За красивой оградой одной из этих усадеб мне не раз случалось видеть Элали — она задумчиво бродила среди виноградников; ветерок играл складками ее белого платья и кудрями ее волос; иногда она приходила сюда на закате дня напоить свежей водой свои цветники — в тот час, когда цветы, увядающие под страстными лобзаниями солнца, склоняются долу, являя собой трогательный символ нежной души, изнемогшей в душевном томлении; и каждый раз, как я видел Элали, какое-то смутное желание, какое-то непонятное мне самому, тревожное и вместе с тем сладостное чувство овладевали мной, заставляя кипеть мою кровь. Душа моя так пламенно жаждала преодолеть разделявшее нас расстояние и слиться с душой незнакомки! Когда девушка удалялась, я следил за ней взглядом до тех пор, пока она не исчезала из моих глаз, и ждал, пока она снова не возвращалась. И когда она появлялась вновь, я старался поскорей вобрать в себя ее образ, завладеть им, растворить его в себе так, чтобы уже никогда не потерять его. Я стоял неподвижно, не смея дышать, не смея пошевелиться; то, что она была здесь, близко от меня, казалось мне чудом, — и я боялся его нарушить. Порой мрачные предчувствия овладевали мной, словно траурным покровом нависая над моим будущим, — непереносимая боль пронзала мое сердце, какой-то недуг овладевал мной — кровавый туман стлался перед глазами, закрывая мне небо, горячие слезы, словно первые тяжелые капли грозового дождя, катились из глаз и земля уходила из-под ног. Думал ли я о том, что мне надо уйти отсюда? Я все забывал в эти минуты — и свою бумагу, и карандаши, и томик Оссиана.

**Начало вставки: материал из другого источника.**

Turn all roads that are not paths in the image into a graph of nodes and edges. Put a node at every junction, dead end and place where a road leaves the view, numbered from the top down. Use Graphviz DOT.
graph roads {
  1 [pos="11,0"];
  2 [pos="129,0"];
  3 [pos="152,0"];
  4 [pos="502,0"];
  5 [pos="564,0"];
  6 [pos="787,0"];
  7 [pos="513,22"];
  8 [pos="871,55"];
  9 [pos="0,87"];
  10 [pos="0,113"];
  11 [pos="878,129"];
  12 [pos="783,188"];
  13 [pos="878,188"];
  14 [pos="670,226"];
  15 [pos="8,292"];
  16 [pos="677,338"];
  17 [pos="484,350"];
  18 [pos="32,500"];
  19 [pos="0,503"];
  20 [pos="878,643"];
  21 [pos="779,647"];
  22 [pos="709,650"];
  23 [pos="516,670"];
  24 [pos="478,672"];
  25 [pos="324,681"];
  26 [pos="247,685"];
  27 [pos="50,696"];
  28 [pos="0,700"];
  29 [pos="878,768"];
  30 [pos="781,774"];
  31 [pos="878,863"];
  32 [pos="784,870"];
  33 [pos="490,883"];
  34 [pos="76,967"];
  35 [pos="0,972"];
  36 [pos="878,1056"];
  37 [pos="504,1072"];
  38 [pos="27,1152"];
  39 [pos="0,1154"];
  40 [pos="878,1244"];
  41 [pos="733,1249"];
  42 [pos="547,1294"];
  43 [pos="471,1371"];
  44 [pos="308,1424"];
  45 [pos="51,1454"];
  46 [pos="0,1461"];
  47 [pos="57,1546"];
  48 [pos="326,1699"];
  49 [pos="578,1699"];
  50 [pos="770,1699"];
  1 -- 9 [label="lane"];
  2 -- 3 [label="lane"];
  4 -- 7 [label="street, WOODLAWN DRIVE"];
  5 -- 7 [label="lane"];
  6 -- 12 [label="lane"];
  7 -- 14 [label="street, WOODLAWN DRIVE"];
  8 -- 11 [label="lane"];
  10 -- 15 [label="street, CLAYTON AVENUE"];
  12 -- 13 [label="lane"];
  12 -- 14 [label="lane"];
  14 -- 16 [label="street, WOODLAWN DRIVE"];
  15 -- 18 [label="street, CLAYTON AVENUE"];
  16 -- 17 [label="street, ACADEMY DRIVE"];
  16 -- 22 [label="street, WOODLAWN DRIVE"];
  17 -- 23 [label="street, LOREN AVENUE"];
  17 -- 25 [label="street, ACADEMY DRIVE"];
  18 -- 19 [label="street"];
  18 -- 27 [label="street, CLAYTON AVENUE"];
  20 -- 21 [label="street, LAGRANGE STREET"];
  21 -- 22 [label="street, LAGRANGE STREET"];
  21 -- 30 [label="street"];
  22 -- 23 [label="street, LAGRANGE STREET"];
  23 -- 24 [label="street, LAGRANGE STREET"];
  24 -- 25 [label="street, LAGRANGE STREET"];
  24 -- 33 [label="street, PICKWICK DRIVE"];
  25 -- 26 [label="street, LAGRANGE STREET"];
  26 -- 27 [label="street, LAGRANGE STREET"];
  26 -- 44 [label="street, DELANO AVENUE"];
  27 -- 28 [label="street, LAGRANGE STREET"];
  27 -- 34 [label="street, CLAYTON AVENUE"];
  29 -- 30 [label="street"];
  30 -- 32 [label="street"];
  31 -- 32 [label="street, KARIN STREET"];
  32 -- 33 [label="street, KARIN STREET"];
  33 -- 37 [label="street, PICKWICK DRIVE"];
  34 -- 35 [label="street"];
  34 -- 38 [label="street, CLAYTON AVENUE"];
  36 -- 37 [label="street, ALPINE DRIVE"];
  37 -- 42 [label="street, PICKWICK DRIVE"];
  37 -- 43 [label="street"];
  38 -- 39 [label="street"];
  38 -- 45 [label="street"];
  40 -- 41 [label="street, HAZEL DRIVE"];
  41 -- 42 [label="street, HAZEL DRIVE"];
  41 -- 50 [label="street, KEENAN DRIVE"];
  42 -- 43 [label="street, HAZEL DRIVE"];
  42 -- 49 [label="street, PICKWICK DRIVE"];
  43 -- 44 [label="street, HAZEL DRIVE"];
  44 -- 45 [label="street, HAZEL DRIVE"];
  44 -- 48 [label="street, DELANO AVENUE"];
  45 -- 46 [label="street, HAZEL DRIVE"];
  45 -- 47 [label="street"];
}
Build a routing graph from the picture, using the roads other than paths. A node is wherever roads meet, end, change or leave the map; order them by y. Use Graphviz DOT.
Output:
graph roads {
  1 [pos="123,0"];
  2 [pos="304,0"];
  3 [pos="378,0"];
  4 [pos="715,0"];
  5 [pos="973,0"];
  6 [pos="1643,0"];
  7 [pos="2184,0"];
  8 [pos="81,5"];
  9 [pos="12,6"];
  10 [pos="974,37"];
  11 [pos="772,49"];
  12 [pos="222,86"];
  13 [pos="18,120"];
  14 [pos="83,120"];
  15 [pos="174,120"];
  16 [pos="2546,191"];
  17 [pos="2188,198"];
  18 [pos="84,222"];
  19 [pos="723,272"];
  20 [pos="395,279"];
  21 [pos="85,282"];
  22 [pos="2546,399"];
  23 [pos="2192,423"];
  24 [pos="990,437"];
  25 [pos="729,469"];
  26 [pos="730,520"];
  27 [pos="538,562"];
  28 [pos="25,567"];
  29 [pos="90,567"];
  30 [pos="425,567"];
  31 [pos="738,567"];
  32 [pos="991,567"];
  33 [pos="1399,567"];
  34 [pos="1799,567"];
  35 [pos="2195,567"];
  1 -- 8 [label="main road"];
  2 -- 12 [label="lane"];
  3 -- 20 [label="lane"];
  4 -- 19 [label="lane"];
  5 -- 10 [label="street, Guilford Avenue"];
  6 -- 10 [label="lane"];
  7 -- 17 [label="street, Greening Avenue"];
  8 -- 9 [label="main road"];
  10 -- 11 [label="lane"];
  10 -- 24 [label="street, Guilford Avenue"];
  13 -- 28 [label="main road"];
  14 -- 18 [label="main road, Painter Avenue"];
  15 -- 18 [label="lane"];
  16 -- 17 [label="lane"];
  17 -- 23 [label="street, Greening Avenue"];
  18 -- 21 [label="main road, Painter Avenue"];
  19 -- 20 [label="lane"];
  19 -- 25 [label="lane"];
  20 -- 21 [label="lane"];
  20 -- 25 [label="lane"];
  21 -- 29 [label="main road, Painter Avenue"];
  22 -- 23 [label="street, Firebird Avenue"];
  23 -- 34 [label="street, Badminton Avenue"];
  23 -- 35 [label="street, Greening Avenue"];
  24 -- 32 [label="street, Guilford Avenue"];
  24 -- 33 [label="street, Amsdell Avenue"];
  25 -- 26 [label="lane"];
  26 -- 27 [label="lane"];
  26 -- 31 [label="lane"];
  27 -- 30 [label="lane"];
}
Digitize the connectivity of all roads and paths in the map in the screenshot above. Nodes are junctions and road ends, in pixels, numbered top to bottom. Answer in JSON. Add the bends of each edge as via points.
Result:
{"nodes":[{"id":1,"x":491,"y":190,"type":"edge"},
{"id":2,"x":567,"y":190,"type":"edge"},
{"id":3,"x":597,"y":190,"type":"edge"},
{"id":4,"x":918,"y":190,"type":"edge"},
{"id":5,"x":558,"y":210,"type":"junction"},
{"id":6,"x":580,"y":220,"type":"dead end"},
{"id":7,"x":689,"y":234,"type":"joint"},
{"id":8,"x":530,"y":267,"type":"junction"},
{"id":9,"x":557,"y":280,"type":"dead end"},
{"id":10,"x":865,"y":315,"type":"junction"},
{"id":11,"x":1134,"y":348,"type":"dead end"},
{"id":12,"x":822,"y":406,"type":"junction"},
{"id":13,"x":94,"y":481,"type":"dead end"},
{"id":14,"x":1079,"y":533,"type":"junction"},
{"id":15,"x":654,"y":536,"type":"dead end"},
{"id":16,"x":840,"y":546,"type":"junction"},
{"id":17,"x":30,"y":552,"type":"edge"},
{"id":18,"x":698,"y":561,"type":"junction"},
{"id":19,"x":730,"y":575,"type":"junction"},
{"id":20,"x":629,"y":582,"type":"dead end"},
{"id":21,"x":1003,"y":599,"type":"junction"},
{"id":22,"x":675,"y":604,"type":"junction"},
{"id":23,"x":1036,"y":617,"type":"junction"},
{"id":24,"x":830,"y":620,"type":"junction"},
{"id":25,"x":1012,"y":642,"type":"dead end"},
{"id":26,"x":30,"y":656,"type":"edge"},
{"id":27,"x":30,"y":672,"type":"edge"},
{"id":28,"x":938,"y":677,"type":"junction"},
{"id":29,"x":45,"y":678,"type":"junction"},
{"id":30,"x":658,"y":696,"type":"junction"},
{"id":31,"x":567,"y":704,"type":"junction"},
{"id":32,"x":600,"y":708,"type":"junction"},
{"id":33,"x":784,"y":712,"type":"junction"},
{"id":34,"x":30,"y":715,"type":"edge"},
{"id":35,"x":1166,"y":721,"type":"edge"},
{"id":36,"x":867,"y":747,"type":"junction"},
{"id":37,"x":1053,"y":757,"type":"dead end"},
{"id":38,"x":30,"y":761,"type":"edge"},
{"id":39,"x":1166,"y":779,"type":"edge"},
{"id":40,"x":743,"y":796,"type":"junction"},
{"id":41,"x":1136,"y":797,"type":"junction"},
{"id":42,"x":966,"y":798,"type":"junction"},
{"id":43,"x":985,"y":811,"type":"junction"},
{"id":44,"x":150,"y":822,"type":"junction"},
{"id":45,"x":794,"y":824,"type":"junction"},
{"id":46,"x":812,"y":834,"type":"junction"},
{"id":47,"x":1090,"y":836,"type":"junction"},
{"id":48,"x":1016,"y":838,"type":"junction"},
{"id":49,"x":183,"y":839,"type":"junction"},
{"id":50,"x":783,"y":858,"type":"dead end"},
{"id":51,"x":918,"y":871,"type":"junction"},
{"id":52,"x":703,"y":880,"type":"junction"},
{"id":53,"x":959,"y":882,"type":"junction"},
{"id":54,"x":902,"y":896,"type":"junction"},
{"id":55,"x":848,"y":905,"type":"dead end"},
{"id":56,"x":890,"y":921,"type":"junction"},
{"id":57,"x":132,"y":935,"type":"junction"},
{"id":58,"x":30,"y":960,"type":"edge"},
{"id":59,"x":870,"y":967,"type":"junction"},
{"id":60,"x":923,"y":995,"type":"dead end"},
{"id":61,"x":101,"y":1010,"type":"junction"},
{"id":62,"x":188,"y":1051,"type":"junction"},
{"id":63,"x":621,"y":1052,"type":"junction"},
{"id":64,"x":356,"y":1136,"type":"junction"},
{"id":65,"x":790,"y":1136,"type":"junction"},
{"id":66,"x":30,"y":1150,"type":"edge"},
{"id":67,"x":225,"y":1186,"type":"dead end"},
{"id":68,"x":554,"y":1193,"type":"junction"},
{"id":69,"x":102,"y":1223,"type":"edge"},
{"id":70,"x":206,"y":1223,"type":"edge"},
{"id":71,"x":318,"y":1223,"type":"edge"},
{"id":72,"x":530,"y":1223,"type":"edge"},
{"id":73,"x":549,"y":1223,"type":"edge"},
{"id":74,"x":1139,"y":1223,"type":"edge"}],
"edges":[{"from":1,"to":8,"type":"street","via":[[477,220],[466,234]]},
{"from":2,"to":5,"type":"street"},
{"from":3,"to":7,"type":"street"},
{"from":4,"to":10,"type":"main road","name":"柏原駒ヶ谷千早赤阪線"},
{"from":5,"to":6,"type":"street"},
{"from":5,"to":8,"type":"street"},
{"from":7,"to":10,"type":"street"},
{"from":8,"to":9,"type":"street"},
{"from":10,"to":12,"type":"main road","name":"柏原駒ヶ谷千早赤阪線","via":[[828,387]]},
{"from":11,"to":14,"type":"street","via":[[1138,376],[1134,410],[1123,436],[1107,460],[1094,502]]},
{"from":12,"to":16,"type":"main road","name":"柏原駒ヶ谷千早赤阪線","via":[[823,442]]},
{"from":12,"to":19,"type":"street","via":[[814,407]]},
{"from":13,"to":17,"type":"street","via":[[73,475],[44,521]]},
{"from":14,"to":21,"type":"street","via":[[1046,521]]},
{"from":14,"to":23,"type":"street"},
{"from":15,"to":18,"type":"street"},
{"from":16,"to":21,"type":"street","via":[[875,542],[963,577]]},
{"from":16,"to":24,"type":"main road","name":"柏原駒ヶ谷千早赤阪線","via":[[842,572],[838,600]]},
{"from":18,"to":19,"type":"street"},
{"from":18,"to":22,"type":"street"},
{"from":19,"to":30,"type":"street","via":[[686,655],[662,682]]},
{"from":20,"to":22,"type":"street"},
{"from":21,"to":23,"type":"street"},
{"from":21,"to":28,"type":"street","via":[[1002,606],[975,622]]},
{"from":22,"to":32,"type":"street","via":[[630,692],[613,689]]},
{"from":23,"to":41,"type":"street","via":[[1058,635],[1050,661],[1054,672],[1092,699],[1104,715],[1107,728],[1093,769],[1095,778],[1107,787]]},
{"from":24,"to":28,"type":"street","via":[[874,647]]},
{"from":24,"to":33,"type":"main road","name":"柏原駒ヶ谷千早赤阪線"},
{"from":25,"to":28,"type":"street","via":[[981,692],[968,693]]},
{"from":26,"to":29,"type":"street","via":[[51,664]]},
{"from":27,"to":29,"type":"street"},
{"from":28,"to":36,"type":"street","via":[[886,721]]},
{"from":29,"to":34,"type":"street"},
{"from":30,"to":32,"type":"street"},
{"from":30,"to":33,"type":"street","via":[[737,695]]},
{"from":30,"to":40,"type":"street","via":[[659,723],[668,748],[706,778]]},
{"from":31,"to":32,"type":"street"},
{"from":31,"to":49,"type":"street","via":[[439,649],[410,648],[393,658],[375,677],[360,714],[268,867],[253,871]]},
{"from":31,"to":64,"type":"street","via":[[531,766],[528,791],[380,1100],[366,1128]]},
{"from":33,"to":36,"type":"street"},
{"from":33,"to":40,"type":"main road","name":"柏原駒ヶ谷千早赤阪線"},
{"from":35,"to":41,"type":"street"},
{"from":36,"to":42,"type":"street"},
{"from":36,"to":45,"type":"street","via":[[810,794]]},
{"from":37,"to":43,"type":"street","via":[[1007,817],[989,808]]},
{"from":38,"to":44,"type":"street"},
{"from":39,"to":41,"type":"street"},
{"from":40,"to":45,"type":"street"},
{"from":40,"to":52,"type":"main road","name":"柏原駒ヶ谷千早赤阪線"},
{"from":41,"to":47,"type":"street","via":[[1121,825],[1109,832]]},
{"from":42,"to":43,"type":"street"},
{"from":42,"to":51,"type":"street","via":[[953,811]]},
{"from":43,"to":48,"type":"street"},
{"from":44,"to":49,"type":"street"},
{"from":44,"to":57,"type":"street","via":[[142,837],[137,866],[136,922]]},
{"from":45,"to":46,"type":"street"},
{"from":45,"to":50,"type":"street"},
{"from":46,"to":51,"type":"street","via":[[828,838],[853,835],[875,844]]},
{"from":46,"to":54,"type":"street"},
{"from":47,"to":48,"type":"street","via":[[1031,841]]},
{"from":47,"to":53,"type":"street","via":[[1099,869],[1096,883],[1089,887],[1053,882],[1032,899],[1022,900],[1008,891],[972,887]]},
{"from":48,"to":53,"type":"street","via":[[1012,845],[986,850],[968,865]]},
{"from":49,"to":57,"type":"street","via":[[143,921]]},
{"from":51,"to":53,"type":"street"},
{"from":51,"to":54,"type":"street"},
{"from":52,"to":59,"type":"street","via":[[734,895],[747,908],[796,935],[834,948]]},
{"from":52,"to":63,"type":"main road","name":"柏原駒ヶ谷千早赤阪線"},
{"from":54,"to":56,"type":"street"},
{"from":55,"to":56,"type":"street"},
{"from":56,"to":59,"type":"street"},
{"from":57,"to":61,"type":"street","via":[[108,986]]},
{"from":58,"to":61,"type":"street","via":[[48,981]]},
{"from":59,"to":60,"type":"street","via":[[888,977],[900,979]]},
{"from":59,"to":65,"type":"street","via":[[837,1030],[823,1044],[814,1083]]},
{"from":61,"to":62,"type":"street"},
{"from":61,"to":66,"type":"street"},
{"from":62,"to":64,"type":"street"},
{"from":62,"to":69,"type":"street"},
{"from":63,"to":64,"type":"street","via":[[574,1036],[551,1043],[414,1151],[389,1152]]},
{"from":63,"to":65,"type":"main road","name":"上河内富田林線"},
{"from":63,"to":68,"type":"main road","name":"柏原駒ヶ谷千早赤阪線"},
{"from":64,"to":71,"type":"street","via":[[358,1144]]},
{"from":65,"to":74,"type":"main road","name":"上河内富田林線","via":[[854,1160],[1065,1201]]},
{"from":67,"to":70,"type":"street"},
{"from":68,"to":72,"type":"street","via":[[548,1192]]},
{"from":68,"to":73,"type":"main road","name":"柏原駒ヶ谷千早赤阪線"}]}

Потом я углублялся в лес; я шел наугад, прокладывая новые тропы, отстраняя руками мокрые ветви, продираясь сквозь колючие кустарники… Мне нравилось бродить в местах, куда обычно не проникает человек, — так ревниво оберегал я переполнявшее мое сердце чувство, и так непереносима была мне мысль, что кто-то может отвлечь меня от него. Я придумывал ей тысячу имен, я вырезал эти имена на стволах деревьев, чертил их на песке и нередко рядом с ними ставил и свое. И если спустя некоторое время мне случалось вновь проходить здесь и я вдруг узнавал эти письмена, то весь трепетал от счастья, словно это она пожелала сочетать наши два имени. Иногда я сгибал молодые деревца и соединял их вместе, образуя подобие зеленых шатров, или сплетал их ветви, или обвивал их гирляндами плюща с блестящими от росы ланцетовидными листьями и желтоватыми цветами, напоминающими маленькие кимвалы из слоновой кости.

Быть может, наступит день, говорил я себе, и она придет сюда, в эту зеленую беседку, вместе со мной, и я проведу ее под этими зелеными кущами и увенчаю ее плющом. То были сладостные призраки раздраженного воображения, тщеславные мечтания неопытной любви…

Нынче я хотел вновь увидеть знакомые места, но уже не нашел здесь волшебной прелести тех прежних дней. В домике жили новые хозяева — они не пощадили ее цветников и с корнем вырвали кусты жимолости, которые она тогда посадила. Ничего не пожалели они из того, что она любила… Что она любила! Да и как им было знать об этом, чужим людям?

И все же я так был во власти охвативших меня воспоминаний, что, прежде чем покинуть лужайку, невольно еще раз оглянулся — не появилась ли Элали… Потом я понял свою ошибку и заплакал. Но слезы мои полились еще сильней, когда я заметил, что мои беседки сломаны ветром, что чей-то топор срубил мои деревца и все кругом усеяно их ветвями. И при виде этой последней, такой малой, казалось бы, утраты я вдруг вспомнил обо всем, что потерял; я увидел, как одинок я и как несчастен: нет у меня больше ни друзей, ни семьи, ни отчизны; без дружеской руки, без надежд живу я, обманутый прошлым, убитый настоящим, лишенный будущего — покинутый Элали и покинутый небом!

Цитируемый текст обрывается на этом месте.